Study finds breast cancer's response to tumor stiffness may predict bone metastasis

In cases of breast cancer, bone metastasis - when cancer cells spread to new sites in the bone - causes the most breast cancer-related harm and is often incurable in advanced disease. A new study by University of Arizona Health Sciences researchers found that cancer cells become more aggressive when exposed to tissue stiffening and that these changes persist over time.

Tumor stiffening, which develops as diseased breast tissue becomes fibrotic, plays a major role in how breast cancer cells spread throughout the body. The paper, "Breast tumor stiffness instructs bone metastasis via maintenance of mechanical conditioning," published today in the journal Cell Reports, found that the stiffness of the breast tumor microenvironment can cause changes to cancer cells that make them more aggressively spread to the bone. The resulting changes are maintained as "mechanical memory," which instructs the cancer cells to send signals that lead to the breakdown of bone.

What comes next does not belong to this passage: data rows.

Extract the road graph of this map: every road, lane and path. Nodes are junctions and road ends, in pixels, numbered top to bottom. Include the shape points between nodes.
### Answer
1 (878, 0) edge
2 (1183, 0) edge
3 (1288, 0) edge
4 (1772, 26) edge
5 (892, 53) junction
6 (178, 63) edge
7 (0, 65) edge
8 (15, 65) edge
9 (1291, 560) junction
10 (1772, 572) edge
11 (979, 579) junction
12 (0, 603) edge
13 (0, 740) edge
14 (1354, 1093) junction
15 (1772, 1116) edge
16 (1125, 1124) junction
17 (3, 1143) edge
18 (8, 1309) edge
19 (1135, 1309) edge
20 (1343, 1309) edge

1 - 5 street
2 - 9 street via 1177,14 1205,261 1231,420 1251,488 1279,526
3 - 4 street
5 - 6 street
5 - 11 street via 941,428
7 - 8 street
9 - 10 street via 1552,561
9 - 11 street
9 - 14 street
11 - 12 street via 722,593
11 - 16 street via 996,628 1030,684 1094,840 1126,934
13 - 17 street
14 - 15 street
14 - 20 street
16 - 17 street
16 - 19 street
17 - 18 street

Once this happens, patients often suffer debilitating complications like spontaneous fractures.

"Unfortunately, bone metastasis is normally not identified until an advanced state when it's not reversible," said senior author Ghassan Mouneimne, PhD, associate professor of cellular and molecular medicine and cancer biology in the UArizona College of Medicine - Tucson. "What's really exciting is one day being able to take a sample from the patient's primary tumor and predict who is at high risk for bone metastasis. Then we could intervene with a prevention strategy that we are now validating in the lab."

The study, which is the first to demonstrate the concept of mechanical memory during cancer metastasis, developed a novel mechanical conditioning, or "MeCo," score, to quantify the cellular changes. Eventually, researchers hope the MeCo score can be used to help identify breast cancer patients who might benefit from repurposed antifibrotic treatments to prevent bone metastasis.

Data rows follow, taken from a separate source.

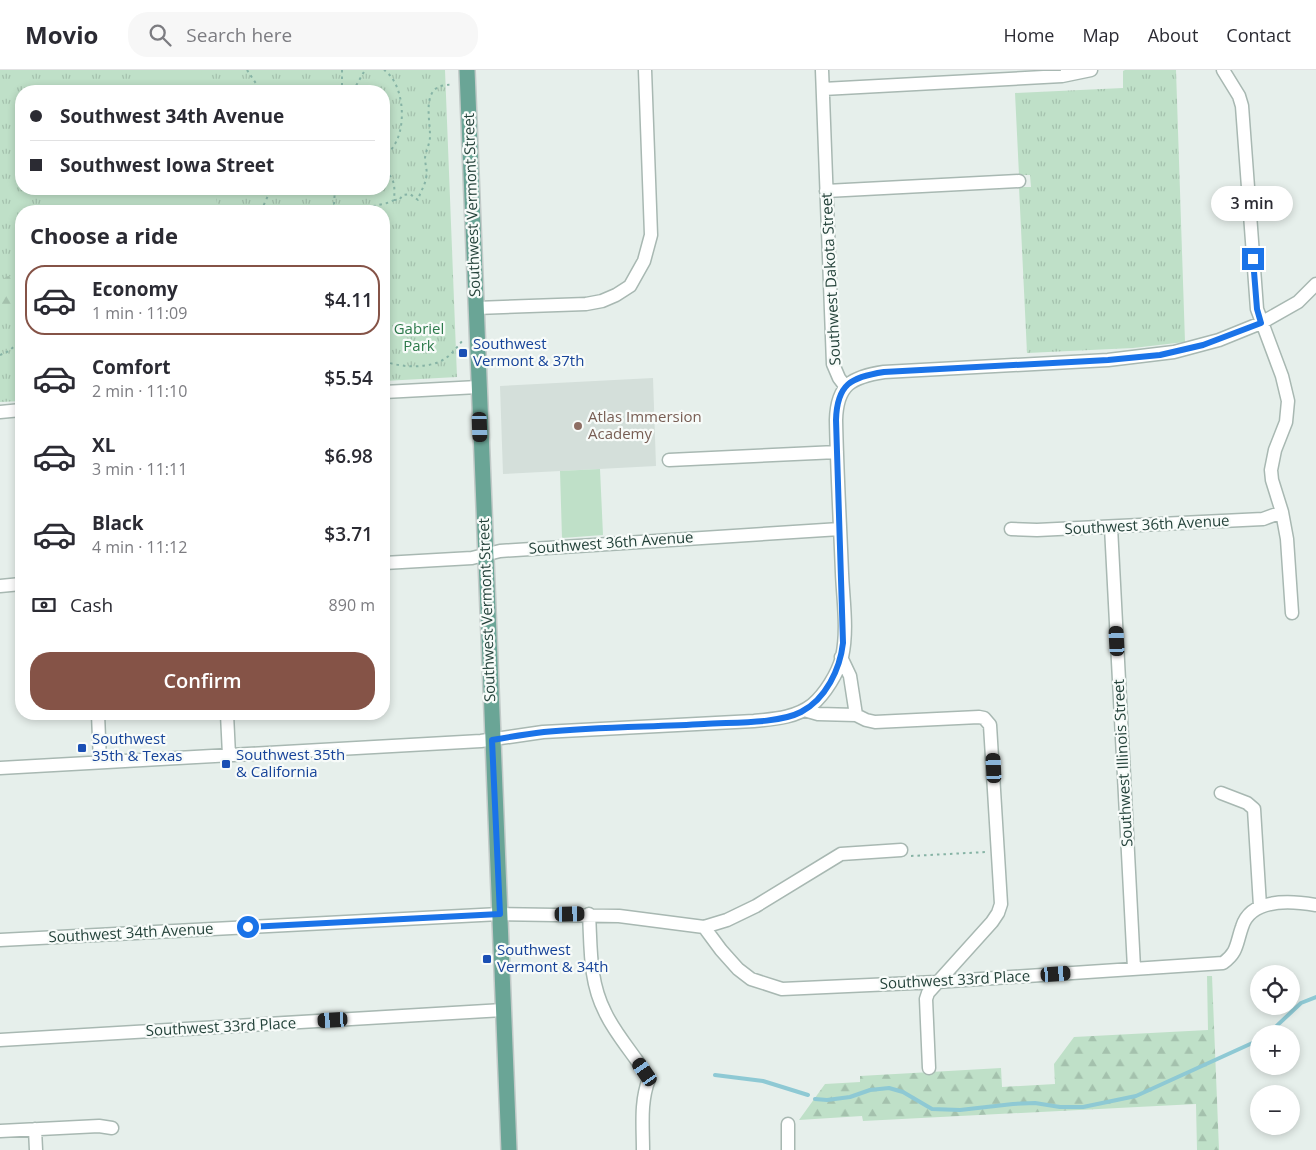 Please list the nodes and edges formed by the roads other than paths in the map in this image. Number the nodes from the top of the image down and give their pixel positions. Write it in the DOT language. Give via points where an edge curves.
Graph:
graph roads {
  1 [pos="467,70"];
  2 [pos="645,70"];
  3 [pos="822,70"];
  4 [pos="1091,70"];
  5 [pos="1223,70"];
  6 [pos="823,89"];
  7 [pos="1019,181"];
  8 [pos="826,191"];
  9 [pos="1316,284"];
  10 [pos="476,308"];
  11 [pos="1261,323"];
  12 [pos="845,386"];
  13 [pos="478,387"];
  14 [pos="390,392"];
  15 [pos="15,411"];
  16 [pos="0,412"];
  17 [pos="837,452"];
  18 [pos="669,460"];
  19 [pos="1282,512"];
  20 [pos="1111,527"];
  21 [pos="840,529"];
  22 [pos="1011,529"];
  23 [pos="484,555"];
  24 [pos="390,563"];
  25 [pos="15,585"];
  26 [pos="0,586"];
  27 [pos="1292,613"];
  28 [pos="842,658"];
  29 [pos="804,710"];
  30 [pos="856,714"];
  31 [pos="98,720"];
  32 [pos="227,720"];
  33 [pos="492,740"];
  34 [pos="229,755"];
  35 [pos="100,762"];
  36 [pos="0,768"];
  37 [pos="1221,793"];
  38 [pos="901,850"];
  39 [pos="1316,905"];
  40 [pos="1260,906"];
  41 [pos="500,914"];
  42 [pos="589,914"];
  43 [pos="704,927"];
  44 [pos="0,940"];
  45 [pos="1134,968"];
  46 [pos="936,982"];
  47 [pos="503,1010"];
  48 [pos="0,1040"];
  49 [pos="929,1068"];
  50 [pos="788,1124"];
  51 [pos="112,1128"];
  52 [pos="35,1129"];
  53 [pos="0,1131"];
  54 [pos="36,1150"];
  55 [pos="509,1150"];
  56 [pos="643,1150"];
  57 [pos="788,1150"];
  1 -- 10 [label="main road, Southwest Vermont Street"];
  2 -- 10 [label="street" via="651,235 644,261 630,286 586,304"];
  3 -- 6 [label="street, Southwest Dakota Street"];
  4 -- 6 [label="street" via="1062,76"];
  5 -- 11 [label="street" via="1242,106 1257,309"];
  6 -- 8 [label="street, Southwest Dakota Street"];
  7 -- 8 [label="street"];
  8 -- 12 [label="street, Southwest Dakota Street" via="833,364"];
  9 -- 11 [label="street" via="1298,302"];
  10 -- 13 [label="main road, Southwest Vermont Street"];
  11 -- 12 [label="street" via="1211,342 1160,355 884,372 856,379"];
  11 -- 19 [label="street" via="1282,376 1288,401 1286,422 1271,470"];
  12 -- 17 [label="street, Southwest Dakota Street" via="837,411"];
  13 -- 14 [label="street"];
  13 -- 23 [label="main road, Southwest Vermont Street"];
  15 -- 16 [label="street"];
  17 -- 18 [label="street"];
  17 -- 21 [label="street, Southwest Dakota Street"];
  19 -- 20 [label="street, Southwest 36th Avenue" via="1263,519"];
  19 -- 27 [label="street"];
  20 -- 22 [label="street, Southwest 36th Avenue"];
  20 -- 45 [label="street, Southwest Illinois Street"];
  21 -- 23 [label="street, Southwest 36th Avenue" via="500,551"];
  21 -- 28 [label="street, Southwest Dakota Street" via="844,622"];
  23 -- 24 [label="street, Southwest 36th Avenue"];
  23 -- 33 [label="main road, Southwest Vermont Street"];
  25 -- 26 [label="street"];
  28 -- 29 [label="street, Southwest Dakota Street" via="820,697"];
  28 -- 30 [label="street" via="850,676"];
  29 -- 30 [label="street" via="818,714"];
  29 -- 33 [label="street" via="775,719 543,732"];
  30 -- 46 [label="street" via="875,722 979,717 987,721 992,733 1001,904 998,913"];
  31 -- 35 [label="street"];
  32 -- 34 [label="street"];
  33 -- 34 [label="street"];
  33 -- 41 [label="main road, Southwest Vermont Street"];
  34 -- 35 [label="street"];
  35 -- 36 [label="street"];
  37 -- 40 [label="street" via="1254,809"];
  38 -- 43 [label="street, Southwest 34th Avenue" via="841,854 756,906"];
  39 -- 40 [label="street" via="1286,902"];
  40 -- 45 [label="street, Southwest 33rd Place" via="1249,914 1242,925 1233,956 1223,963"];
  41 -- 42 [label="street, Southwest 34th Avenue"];
  41 -- 44 [label="street, Southwest 34th Avenue"];
  41 -- 47 [label="main road, Southwest Vermont Street"];
  42 -- 43 [label="street, Southwest 34th Avenue"];
  42 -- 56 [label="street" via="592,970 598,996 613,1027 649,1079 643,1100"];
  43 -- 46 [label="street, Southwest 33rd Place" via="738,969 751,979 782,989"];
  45 -- 46 [label="street, Southwest 33rd Place"];
  46 -- 49 [label="street" via="926,999"];
  47 -- 48 [label="street, Southwest 33rd Place"];
  47 -- 55 [label="main road, Southwest Vermont Street"];
  50 -- 57 [label="street"];
  51 -- 52 [label="street"];
  52 -- 53 [label="street"];
  52 -- 54 [label="street"];
}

"The higher the patient's breast tumor MeCo score, the higher the likelihood they would go on to have bone metastasis and poorer outcomes," said Casey Romanoski, PhD, assistant professor of cellular and molecular medicine and a member of the BIO5 Institute and UArizona Cancer Center. "This stiffness signature could have incredible clinical utility."

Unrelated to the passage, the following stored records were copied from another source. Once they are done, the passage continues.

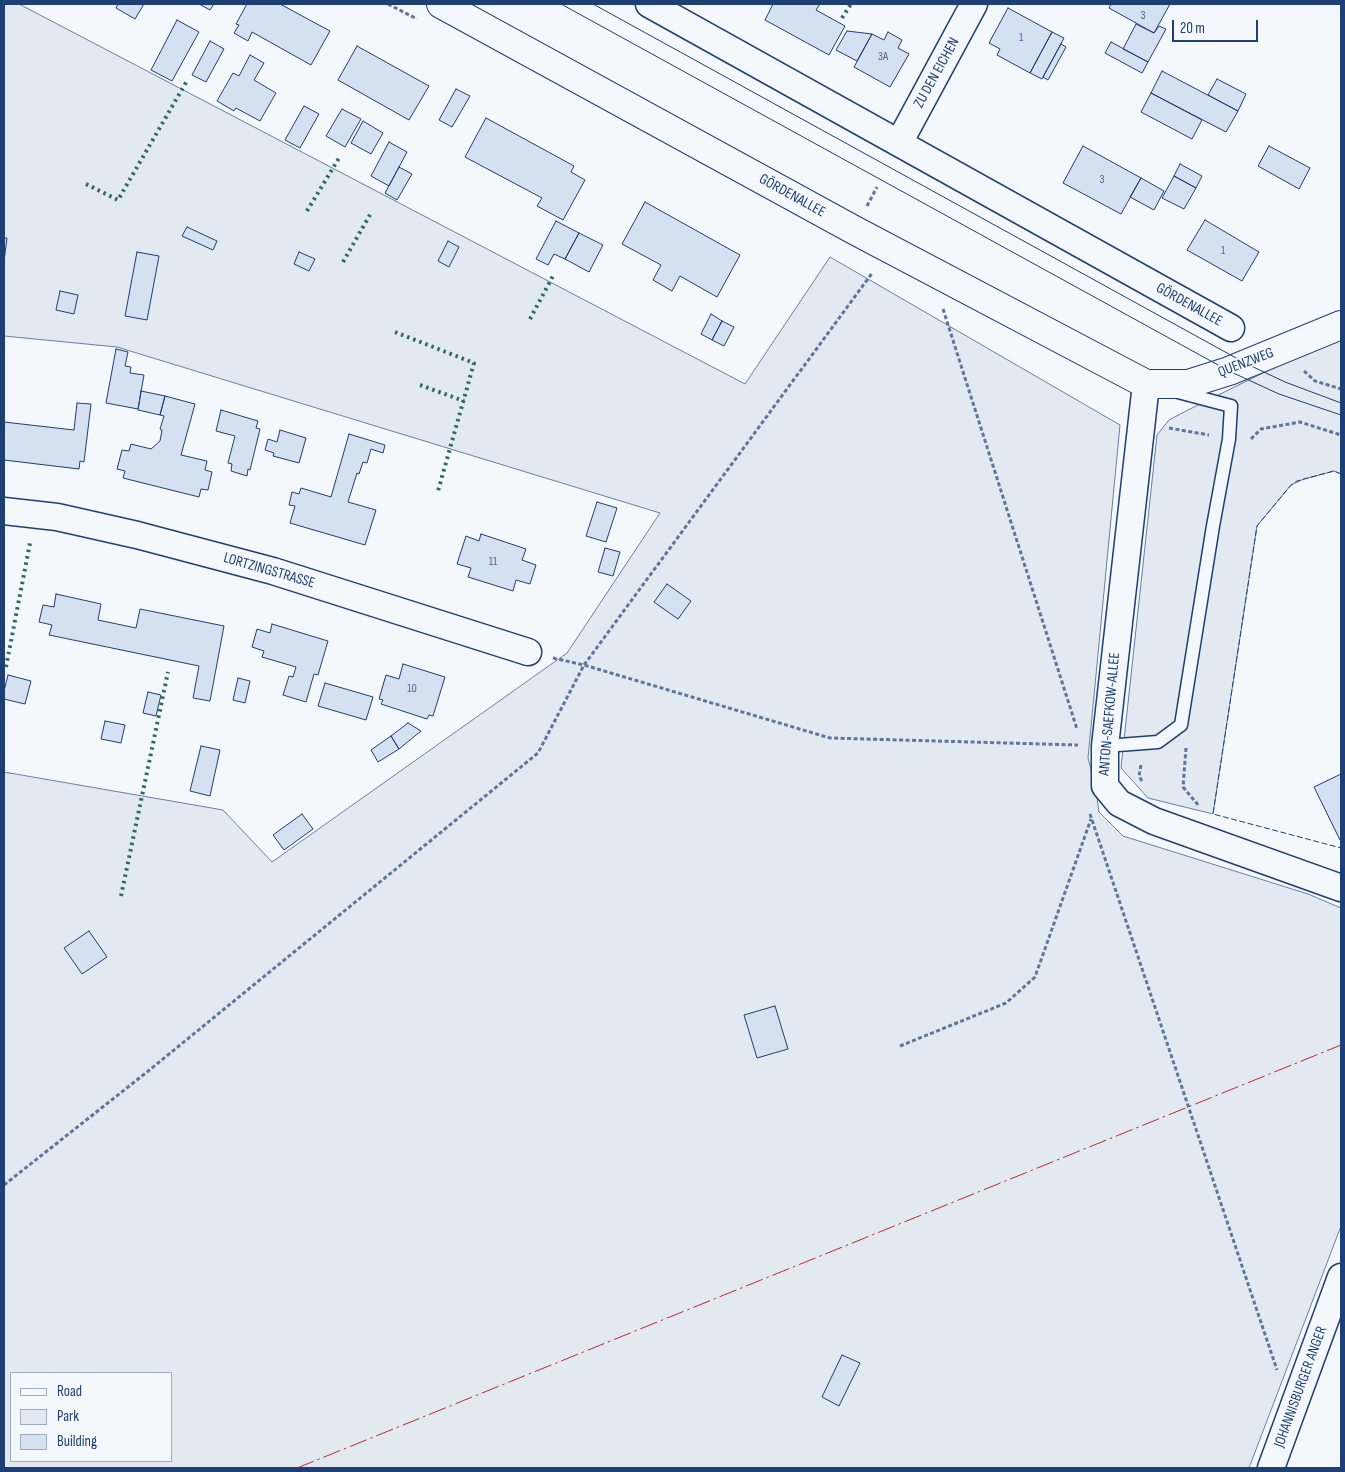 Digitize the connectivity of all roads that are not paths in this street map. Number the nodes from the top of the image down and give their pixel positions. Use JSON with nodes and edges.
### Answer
{"nodes":[{"id":1,"x":441,"y":4,"type":"edge"},
{"id":2,"x":649,"y":4,"type":"edge"},
{"id":3,"x":974,"y":4,"type":"edge"},
{"id":4,"x":899,"y":143,"type":"junction"},
{"id":5,"x":1341,"y":325,"type":"edge"},
{"id":6,"x":1231,"y":328,"type":"dead end"},
{"id":7,"x":1146,"y":384,"type":"junction"},
{"id":8,"x":4,"y":511,"type":"edge"},
{"id":9,"x":528,"y":652,"type":"road end"},
{"id":10,"x":1093,"y":745,"type":"junction"},
{"id":11,"x":1341,"y":888,"type":"edge"},
{"id":12,"x":1341,"y":1277,"type":"edge"},
{"id":13,"x":1271,"y":1468,"type":"edge"}],
"edges":[{"from":1,"to":7,"type":"street","name":"GÖRDENALLEE"},
{"from":2,"to":4,"type":"street","name":"GÖRDENALLEE"},
{"from":3,"to":4,"type":"street","name":"ZU DEN EICHEN"},
{"from":4,"to":6,"type":"street","name":"GÖRDENALLEE"},
{"from":5,"to":7,"type":"street","name":"QUENZWEG"},
{"from":7,"to":10,"type":"street","name":"ANTON-SAEFKOW-ALLEE"},
{"from":7,"to":10,"type":"lane"},
{"from":8,"to":9,"type":"street","name":"LORTZINGSTRASSE"},
{"from":10,"to":11,"type":"street","name":"ANTON-SAEFKOW-ALLEE"},
{"from":12,"to":13,"type":"street","name":"JOHANNISBURGER ANGER"}]}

To further explore the clinical application, Dr. Mouneimne and Adam Watson, PhD, a former graduate student and postdoctoral fellow at the UArizona Cancer Center, worked with Tech Launch Arizona, the office of the university that commercializes inventions stemming from research, to launch a startup, MeCo Diagnostics, LLC. The company is working toward maturing the technology and bringing it to the marketplace where it can impact the lives of breast cancer patients everywhere.

It was previously known that tumor stiffness induces cellular changes that lead to a more aggressive cancer, but according to Dr. Watson, lead author on the paper, the concept of "stiffness" was misleading.

"Most early-stage breast tumors are stiffer than surrounding tissue, yet most don't spread to bone," he said. "It's not about tumor stiffness but rather stiffness responsiveness of the cancer cells, which we call mechanical conditioning."

To study this phenomenon, the team created a laboratory environment that mimicked the stiff or soft tumor environments encountered in the body and assessed how breast cancer cells responded. They found that cells grown in a stiff environment had a "mechanoresponse" characterized by cell spreading, invasion and turning on genes linked with both bone development and disease. And these gene changes endured even after the cells were moved to a soft environment.

Next, researchers looked at what genes were turned on and off in breast cancer cells in response to the stiff environments. Based on these gene expression changes, they developed the MeCo score, which was validated and refined using data from thousands of patients with breast cancer.

"This is the culmination of a lot of work by researchers from many different fields," Dr. Mouneimne said. "It highlights the environment we have at the University of Arizona Health Sciences, and how working together can make progress in this challenging area of breast cancer metastasis."

Future investigations could focus on how cancer cells maintain the gene expression changes that drive metastasis, based on additional findings that identified a transcription factor called RUNX2 that was activated by fibrotic-like stiffness. RUNX2 stays attached to the DNA as the cell divides and "bookmarks" which genes remain turned on, which includes the genes that drive bone metastasis and the breakdown of bone.